かつてこんなに戦力が充実したオデッサ作戦が有っただろうか。いや無い。思わず反語的表現も出ちゃったよ。
「ロンバート艦長、部隊の集結状況はどうか?」
「はっ。ほぼ全艦がほぼ無傷で集結出来てます。ビッグトレー等の足が遅い地上戦艦が遅れておりますが、恐らく明日の朝には到着予定です。」
そうです。ワシビッグトレーに乗ってません。強襲揚陸艦に乗ってます。だって遅いんだもん、あれ。しかも今回は、カシマ道場でレベルアップしたガンダムが2機居るんだから、こっちの方が安全じゃね?ガンダムに乗れないなら、せめてガンダムの近くで。って最前線ですけどね。
「そうか、後方攪乱部隊の配置はどうか?」
「既に予定ポイントに到着しているそうです。ゴーサインが出次第、攻撃可能との連絡が入ってます。」
「了解だ。艦長、大変ではあるが監視を厳重にしてくれ。MSパイロットはホワイトベース隊方式で仮眠は交代で取ってくれ。」
「えぇ、ベルファスト基地での対応は見事でしたからね。流石はあの修羅場を生き抜いたパイロット達です。参考になります。」
「そうだな。彼らの大半はまだ未成年だ。そんな彼らが頑張ってるんだ。大人も負けてはいられんよ。では頼んだ艦長。私は、少し休んでくる。」
「了解です。何かあれば端末に連絡します。」
「あぁ、それで頼む。」
ブリッジを出て個室に向かう。明日はタフな1日に成りそうだ。寄る年月には勝てんね。
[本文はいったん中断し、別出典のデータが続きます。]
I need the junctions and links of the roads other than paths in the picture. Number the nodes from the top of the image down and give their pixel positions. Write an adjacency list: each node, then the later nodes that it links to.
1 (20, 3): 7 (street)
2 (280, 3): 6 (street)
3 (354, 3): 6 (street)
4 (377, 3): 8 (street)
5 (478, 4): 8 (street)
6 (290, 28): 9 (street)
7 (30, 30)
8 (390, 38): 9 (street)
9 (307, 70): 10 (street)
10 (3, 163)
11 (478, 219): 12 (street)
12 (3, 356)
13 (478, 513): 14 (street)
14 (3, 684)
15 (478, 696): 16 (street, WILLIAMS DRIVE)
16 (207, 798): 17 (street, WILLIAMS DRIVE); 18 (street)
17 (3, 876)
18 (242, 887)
ワシは一足先に仮眠させて貰います。
集結したガンダム
2号機・・・バニング中尉(不死身の第4小隊)
ピクシー改・・・ユウ・カジマ大尉(第11独立機械化混成部隊)
3号機・・・マサキ・アンドー少尉(同上)
4号機・・・ルース・カッセル中尉(サラブレッド隊)
5号機・・・フォルド・ロムフェロー中尉(同上)
7号機・・・ユーグ・クーロ中尉(第41MS小隊)
8号機・・・キイチ・カシマ大尉(第13独立戦隊)
NT-1・・・アムロ・レイ曹長(同上)
1号機と6号機はジャブローでお留守番です。